Running was the other bargain. Three miles before work, pushing through the Cincinnati fog, her lungs burning in a way that made her feel alive in contrast to thenumb fear that had settled in her chest six months ago. The fear had a name: Sarah. Her best friend since college, now undergoing chemotherapy for breast cancer that had arrived with absolutely no regard for the fact that Sarah was twenty-nine and had just started dreaming about motherhood.

"You're still running?" Sarah had asked during their last FaceTime, her bald head beautiful and terrible against the pillow. "God, I miss that." She'd said it without bitterness, which somehow made it worse.
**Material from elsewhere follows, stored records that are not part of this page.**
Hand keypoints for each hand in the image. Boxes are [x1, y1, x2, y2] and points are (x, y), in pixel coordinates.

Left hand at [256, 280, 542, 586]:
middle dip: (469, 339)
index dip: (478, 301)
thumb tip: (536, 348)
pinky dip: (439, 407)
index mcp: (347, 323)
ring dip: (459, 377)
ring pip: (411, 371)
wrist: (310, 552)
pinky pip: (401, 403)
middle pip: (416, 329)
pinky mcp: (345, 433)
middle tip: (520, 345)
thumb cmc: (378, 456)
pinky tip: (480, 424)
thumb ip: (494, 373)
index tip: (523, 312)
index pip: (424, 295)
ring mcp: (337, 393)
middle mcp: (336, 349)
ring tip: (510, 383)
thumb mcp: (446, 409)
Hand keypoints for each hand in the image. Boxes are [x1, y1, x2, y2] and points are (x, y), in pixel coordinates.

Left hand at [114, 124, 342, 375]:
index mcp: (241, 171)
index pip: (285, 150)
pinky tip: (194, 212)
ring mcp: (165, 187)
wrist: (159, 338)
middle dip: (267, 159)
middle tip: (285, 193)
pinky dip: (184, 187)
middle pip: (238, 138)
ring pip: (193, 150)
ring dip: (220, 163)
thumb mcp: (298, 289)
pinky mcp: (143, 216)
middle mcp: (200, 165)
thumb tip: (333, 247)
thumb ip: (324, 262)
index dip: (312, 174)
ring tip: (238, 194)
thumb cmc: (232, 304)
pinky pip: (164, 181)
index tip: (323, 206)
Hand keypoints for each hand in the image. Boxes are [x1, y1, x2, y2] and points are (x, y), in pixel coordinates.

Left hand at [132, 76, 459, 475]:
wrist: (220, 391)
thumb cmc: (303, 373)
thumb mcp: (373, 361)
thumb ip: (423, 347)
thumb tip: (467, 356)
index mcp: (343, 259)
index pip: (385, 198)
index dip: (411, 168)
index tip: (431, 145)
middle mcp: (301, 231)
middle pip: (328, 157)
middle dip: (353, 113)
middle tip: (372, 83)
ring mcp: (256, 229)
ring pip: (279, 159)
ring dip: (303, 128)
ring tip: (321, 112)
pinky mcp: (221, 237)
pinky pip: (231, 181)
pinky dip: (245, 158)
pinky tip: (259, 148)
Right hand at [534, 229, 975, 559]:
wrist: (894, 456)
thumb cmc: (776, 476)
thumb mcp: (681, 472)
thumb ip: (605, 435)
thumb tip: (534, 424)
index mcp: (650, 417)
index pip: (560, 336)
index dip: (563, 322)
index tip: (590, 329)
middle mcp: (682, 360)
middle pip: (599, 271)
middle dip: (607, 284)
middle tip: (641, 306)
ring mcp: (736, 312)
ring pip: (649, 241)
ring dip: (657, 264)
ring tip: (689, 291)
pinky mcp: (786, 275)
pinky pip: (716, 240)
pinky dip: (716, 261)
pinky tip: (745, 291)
Maya ran harder now, her sneakers hitting the pavement in a rhythm that drowned out everything else. The vitamins. The runs. The organic vegetables she bought at premium prices, as if clean eating could armor her against the same biological roulette that had taken aim at Sarah. She was spending half her income on prevention, on the illusion that if she just did everything right, she could outrun mortality.

Her phone buzzed during her cooldown. Sarah.

"I stopped the treatment," Sarah said, her voice clear.

Maya stopped walking. "What?"

"The vitamins weren't working, May." A dry chuckle. "The chemotherapy either, actually. Scan showed growth."

The silence stretched between them, hundreds of miles of fiber optic cable carrying nothing but the weight of things neither could say.

"I'm scared," Maya whispered.

"Me too." Sarah paused. "But I'm done with pills that make me vomit and false promises and treatments that feel like punishment. I want to eat real food and maybe drink wine and feel like a person again, not a patient."

Maya thought about the vitamins in her cabinet. The mornings sacrificed to running. The careful accounting of every input, every variable, as if she could spreadsheet her way out of human vulnerability.

"Okay," Maya said. "Okay."

"Come visit?" Sarah asked. "Let's get wine and pretzels and whatever else we want."

"I'll book a flight."

Maya walked home, her run incomplete. When she reached her apartment, she threw the vitamin bottle in the trash. For the first time in months, she didn't know what came next, and that was terrifying—but also, maybe, the most honest thing she'd felt since the diagnosis.

Some things you couldn't run from. Some things you had to sit with, even if they broke you. Sarah had taught her that, in the end.